Jedyne co, to uważałbym ze stwierdzeniem "A jeśli musimy wspierać IE i Edge’a"... Edge ma dość spory udział w rynku i jest dostępny na nowych windach co "pogarsza" sprawę deweloperom... co ciekawe jest to dosć nietypowy produkt... dość ładnie wspiera co prawda ES6+ ale nie wspiera SSE... :) także podchodzą tak trochę wybiórczo do jego aktualizacji co nie ułatwia nam sprawy...

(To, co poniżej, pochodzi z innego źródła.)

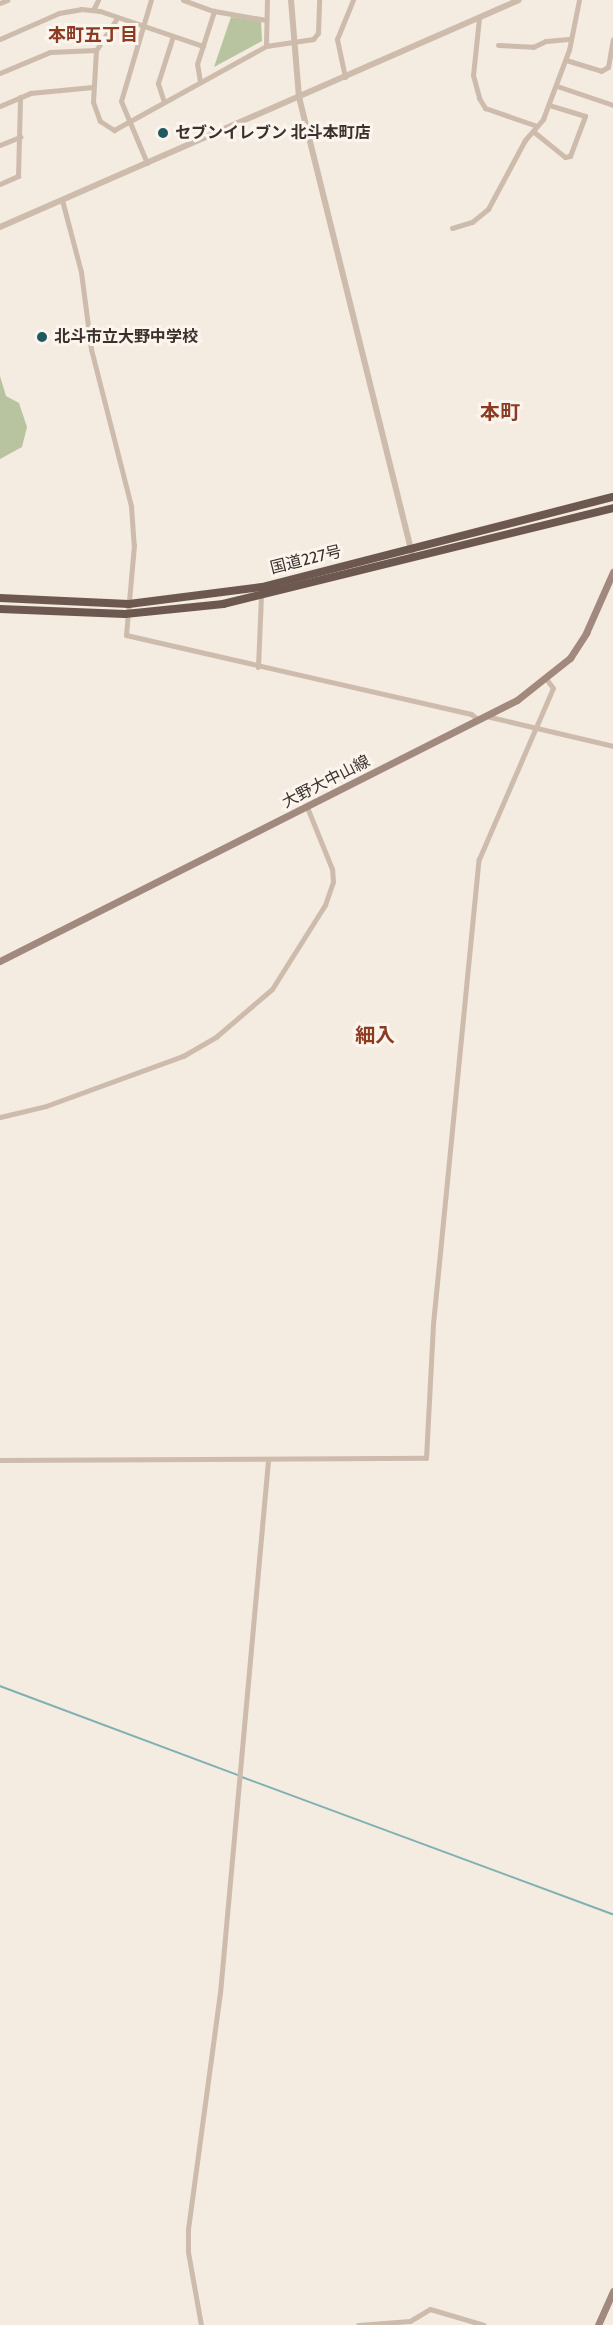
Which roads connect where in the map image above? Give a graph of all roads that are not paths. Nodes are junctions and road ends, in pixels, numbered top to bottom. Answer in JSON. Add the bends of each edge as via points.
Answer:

Oczywiście jak zawsze należy jasno sobie odpowiedzieć na pytanie, na ile te kilka % ruchu jest dla nas istotne... nie zawsze fakt zarzucenia IE11 na rzecz nowych technologii, rozwiązań itp. spotka się z aprobatą biznesu gdy te kilka procent przekłada się na realne pieniążki i to nie małe... Swoją drogą płakać mi się chciało, jak zobaczyłem na win10 IE11 :( ale nie mniej problemów też potrafi czasem sprawić np. Safari... teoretycznie również z nie aż tak wielkim ruchem, aczkolwiek znacznie większym niż IE... ale no nic... możemy się jako deweloperzy czasem wypłakać na boku, a potem odpalać browserstacka i jechać z testami :)
Ja postrzegam Edge już jako martwy projekt, bo przechodzi na Chromium w najbliższych miesiącach. Niemniej w tym kontekście chodziło wyłącznie o to, że przeglądarki od MS nie umieją w `all`.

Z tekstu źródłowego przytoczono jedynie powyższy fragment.